Alvin Toffler, e sua esposa Heidi, são umas das pessoas que mais entendem as transformações que estão acontecendo na sociedade atualmente. Eles fazem uma análise a partir do ponto de vista da economia, mas não restrita a ela. Falam sobre comportamento, família, cultura, etc. Alvin também foi um dos primeiros a enxergar essas mudanças. Em 1973 ele já escrevia:

“O que estamos vendo hoje não é simplesmente um distúrbio econômico, mas algo muito mais profundo, algo que não pode ser compreendido dentro do escopo da economia convencional. É por isso que cada vez mais grandes economistas reclamam que “as regras antigas não funcionam mais”. O que estamos vendo é uma crise geral do ‘industrialismo’ – uma crise que transcende as diferenças entre o capitalismo e o comunismo soviético, uma crise que está, ao mesmo tempo, rompendo com nosso sistema de valores, nosso senso de espaço e tempo, nossa epistemologia, assim como a economia. O que está acontecendo é, nem mais nem menos, a queda da civilização industrial no planeta e a primeira aparição fragmentada de uma ordem social completamente nova e drasticamente diferente: uma civilização super-industrial que será tecnológica, mas não mais industrial.” Tradução livre de trecho do livro The Eco-Spasm Report – 1973

O interessante é que, diferente de vários outros visionários, ele ainda está na ativa e não ficou ultrapassado. Em 93, em palestra aqui no Brasil, falou de muitas coisas interessantes, atualizando sempre seu discurso a realidade atual – que normalmente comprova que ele estava certo desde o começo.

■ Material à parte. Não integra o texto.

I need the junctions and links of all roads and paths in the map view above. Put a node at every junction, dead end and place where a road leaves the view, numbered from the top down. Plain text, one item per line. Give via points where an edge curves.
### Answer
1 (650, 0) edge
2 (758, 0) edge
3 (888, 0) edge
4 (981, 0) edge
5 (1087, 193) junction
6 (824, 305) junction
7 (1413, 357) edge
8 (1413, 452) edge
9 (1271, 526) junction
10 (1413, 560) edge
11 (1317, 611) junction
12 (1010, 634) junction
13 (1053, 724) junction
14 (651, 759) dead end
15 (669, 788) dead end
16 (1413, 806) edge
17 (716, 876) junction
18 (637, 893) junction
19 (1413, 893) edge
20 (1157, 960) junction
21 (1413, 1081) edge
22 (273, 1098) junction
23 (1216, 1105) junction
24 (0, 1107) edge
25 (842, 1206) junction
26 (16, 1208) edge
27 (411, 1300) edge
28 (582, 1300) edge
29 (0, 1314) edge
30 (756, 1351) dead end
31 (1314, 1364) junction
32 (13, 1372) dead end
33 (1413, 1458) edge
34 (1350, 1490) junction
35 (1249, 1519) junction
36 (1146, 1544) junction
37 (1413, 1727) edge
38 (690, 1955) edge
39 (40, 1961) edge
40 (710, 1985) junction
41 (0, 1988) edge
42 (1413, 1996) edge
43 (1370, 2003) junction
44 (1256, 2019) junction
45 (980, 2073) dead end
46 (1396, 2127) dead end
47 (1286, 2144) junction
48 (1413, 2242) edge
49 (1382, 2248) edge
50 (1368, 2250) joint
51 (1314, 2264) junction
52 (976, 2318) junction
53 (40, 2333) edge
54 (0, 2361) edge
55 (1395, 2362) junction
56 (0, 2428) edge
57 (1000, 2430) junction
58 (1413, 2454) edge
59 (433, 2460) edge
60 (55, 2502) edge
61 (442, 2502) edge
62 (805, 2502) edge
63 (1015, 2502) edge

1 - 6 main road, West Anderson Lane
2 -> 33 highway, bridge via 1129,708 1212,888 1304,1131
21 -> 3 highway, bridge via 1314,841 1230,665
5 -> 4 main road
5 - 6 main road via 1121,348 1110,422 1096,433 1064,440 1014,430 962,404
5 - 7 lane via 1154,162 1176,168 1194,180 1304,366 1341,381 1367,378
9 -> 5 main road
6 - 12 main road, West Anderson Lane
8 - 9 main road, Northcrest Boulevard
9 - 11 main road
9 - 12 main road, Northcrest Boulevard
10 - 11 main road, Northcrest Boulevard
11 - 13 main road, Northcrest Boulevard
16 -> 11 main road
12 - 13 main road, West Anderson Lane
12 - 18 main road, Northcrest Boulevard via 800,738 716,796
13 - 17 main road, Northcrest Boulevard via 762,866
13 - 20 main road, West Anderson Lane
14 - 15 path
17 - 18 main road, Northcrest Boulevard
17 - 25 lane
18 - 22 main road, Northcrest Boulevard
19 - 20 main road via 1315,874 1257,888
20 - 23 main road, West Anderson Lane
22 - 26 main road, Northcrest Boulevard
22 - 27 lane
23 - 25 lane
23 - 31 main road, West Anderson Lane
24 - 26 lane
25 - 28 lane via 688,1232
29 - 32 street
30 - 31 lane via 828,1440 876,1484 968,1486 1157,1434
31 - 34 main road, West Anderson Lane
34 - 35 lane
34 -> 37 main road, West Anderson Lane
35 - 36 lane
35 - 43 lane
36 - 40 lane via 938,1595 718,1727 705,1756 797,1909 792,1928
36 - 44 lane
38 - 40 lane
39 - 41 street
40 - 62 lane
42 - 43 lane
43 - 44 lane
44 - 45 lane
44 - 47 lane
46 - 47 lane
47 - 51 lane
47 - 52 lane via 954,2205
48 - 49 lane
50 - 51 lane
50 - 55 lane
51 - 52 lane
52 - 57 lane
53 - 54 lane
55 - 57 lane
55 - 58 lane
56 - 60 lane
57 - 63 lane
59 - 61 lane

“Em breve será possível trazer cerca de 500 canais diferentes à maior parte das residências nos Estados Unidos. Cada pessoa vai vasculhar a oferta e selecionar dois ou três canais que normalmente sintonizará. Contudo, os meus três canais serão diferentes dos seus três canais, e os seus serão diferentes dos dos seus vizinhos, e assim por diante. Nenhuma rede de televisão conseguirá mais atingir, com regularidade, um terço da audiência, porque essa audiência estará distribuída entre mais de 500 canais disponíveis, e não apenas três. Para abastecer esses 500 canais haverá um aumento, e conseqüente diversificação, dos estúdios de produção. A conseqüência de tudo isso é que a produção, a distribuição e o consumo do entretenimento e da informação serão altamente diferenciados. ” Resumo da palestra feito po Eduardo Chaves

revolutionarywealth_sm.jpgE será que o velinho conseguiu absorver o que trouxe a internet? o software livre? etc… tudo indica que sim. Em um site portugûes, que vende seu novo livro “A Revolução da Economia”, achei essa síntese:

Neste texto, descobrimos as muitas ligações escondidas que existem entre os desportos extremos, as bolachas de chocolate, o software Linux, e como a -complexidade excessiva- em que a nossa sociedade vive e as mais vulgares transformações económicas irão ter implicações na sociedade, na política, na cultura, nas instituições e nos valores.